▸ **ABOUT THIS EXERCISE**
Using the entries below, show all lines with the string "大学城华工北路".

▸ **DATA SUPPLIED**
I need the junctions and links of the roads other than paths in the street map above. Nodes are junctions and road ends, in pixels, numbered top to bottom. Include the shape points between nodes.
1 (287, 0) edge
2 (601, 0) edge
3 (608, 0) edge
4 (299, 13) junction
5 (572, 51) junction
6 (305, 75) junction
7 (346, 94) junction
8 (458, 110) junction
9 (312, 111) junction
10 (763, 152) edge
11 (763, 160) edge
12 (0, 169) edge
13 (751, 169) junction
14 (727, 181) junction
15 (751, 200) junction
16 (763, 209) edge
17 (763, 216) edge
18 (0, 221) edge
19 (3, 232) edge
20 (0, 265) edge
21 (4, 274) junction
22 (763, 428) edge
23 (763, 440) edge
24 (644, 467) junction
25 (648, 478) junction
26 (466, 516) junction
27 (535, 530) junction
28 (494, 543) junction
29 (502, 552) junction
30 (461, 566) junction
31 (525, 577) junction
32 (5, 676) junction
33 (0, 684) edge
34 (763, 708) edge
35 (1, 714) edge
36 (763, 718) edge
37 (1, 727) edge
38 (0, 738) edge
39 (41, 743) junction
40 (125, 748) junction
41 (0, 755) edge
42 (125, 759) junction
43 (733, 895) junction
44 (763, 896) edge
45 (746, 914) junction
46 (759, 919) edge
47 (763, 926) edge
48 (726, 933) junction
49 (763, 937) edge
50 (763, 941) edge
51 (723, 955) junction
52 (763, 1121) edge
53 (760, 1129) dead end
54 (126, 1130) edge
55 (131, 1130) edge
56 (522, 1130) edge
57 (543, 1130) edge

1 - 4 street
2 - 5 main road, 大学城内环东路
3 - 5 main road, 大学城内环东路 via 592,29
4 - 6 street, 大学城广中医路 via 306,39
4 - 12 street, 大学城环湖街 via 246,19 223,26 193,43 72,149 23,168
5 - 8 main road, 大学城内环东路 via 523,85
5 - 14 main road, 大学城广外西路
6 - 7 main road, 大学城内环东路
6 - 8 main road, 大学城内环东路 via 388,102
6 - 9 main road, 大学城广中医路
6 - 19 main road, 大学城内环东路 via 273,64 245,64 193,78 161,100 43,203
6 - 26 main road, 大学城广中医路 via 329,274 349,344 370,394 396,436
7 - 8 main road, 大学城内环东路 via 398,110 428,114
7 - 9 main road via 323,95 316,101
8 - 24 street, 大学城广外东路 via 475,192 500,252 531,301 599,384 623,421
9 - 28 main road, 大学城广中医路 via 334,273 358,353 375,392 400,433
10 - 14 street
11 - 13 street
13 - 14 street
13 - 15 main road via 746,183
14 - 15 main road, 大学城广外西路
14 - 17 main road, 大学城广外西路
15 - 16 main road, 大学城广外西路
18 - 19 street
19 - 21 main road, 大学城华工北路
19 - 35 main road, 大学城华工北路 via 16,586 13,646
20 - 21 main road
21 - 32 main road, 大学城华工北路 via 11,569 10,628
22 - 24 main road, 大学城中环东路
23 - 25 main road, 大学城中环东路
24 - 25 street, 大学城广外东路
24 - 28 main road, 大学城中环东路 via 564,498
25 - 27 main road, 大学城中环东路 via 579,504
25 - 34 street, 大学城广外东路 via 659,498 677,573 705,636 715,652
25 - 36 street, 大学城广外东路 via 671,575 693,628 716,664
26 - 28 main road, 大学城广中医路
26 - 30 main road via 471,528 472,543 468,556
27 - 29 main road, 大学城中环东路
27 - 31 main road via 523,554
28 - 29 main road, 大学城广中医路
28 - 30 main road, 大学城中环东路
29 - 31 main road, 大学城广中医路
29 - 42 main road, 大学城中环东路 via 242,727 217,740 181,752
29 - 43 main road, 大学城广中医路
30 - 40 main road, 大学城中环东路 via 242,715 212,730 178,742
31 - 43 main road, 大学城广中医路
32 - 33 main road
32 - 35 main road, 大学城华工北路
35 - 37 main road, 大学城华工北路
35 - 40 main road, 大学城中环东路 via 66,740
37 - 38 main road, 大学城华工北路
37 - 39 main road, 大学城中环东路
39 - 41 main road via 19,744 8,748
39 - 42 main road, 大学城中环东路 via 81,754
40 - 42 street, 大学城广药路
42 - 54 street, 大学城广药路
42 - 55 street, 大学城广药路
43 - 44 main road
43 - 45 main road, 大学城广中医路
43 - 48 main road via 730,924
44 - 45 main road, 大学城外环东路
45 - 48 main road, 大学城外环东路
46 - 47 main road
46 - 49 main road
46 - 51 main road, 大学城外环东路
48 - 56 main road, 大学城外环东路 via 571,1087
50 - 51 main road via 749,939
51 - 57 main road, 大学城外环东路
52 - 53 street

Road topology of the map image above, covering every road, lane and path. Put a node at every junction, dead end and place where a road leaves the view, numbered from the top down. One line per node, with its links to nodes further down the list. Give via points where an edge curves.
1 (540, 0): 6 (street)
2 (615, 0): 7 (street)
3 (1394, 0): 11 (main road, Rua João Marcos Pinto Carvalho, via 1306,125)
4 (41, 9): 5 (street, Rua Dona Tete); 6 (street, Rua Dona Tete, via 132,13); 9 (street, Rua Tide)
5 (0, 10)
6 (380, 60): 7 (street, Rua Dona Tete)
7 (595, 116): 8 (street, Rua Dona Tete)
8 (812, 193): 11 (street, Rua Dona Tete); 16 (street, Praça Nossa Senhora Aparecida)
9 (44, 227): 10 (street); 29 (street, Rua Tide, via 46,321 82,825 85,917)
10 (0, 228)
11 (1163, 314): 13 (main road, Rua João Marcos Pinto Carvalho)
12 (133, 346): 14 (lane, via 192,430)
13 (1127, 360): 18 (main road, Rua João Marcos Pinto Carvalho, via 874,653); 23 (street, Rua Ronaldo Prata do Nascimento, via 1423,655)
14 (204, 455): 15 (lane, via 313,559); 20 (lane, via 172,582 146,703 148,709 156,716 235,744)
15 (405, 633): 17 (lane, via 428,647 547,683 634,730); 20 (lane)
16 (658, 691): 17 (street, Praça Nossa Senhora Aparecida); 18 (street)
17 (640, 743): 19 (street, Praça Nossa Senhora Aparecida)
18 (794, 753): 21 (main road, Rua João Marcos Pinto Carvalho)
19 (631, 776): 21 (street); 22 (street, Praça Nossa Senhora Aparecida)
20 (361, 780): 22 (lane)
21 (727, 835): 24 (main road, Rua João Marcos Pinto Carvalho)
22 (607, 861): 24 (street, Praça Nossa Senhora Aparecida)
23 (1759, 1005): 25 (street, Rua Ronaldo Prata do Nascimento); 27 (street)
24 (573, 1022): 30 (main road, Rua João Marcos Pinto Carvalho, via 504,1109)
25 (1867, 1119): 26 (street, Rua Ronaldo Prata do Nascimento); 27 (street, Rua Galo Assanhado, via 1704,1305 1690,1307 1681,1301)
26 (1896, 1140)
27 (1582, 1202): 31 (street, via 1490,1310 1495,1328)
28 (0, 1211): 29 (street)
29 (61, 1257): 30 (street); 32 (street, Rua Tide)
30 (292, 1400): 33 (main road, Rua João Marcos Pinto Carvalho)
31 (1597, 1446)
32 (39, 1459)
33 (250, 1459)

▸ **SOLVED EXERCISE**
19 - 21 main road, 大学城华工北路
19 - 35 main road, 大学城华工北路 via 16,586 13,646
21 - 32 main road, 大学城华工北路 via 11,569 10,628
32 - 35 main road, 大学城华工北路
35 - 37 main road, 大学城华工北路
37 - 38 main road, 大学城华工北路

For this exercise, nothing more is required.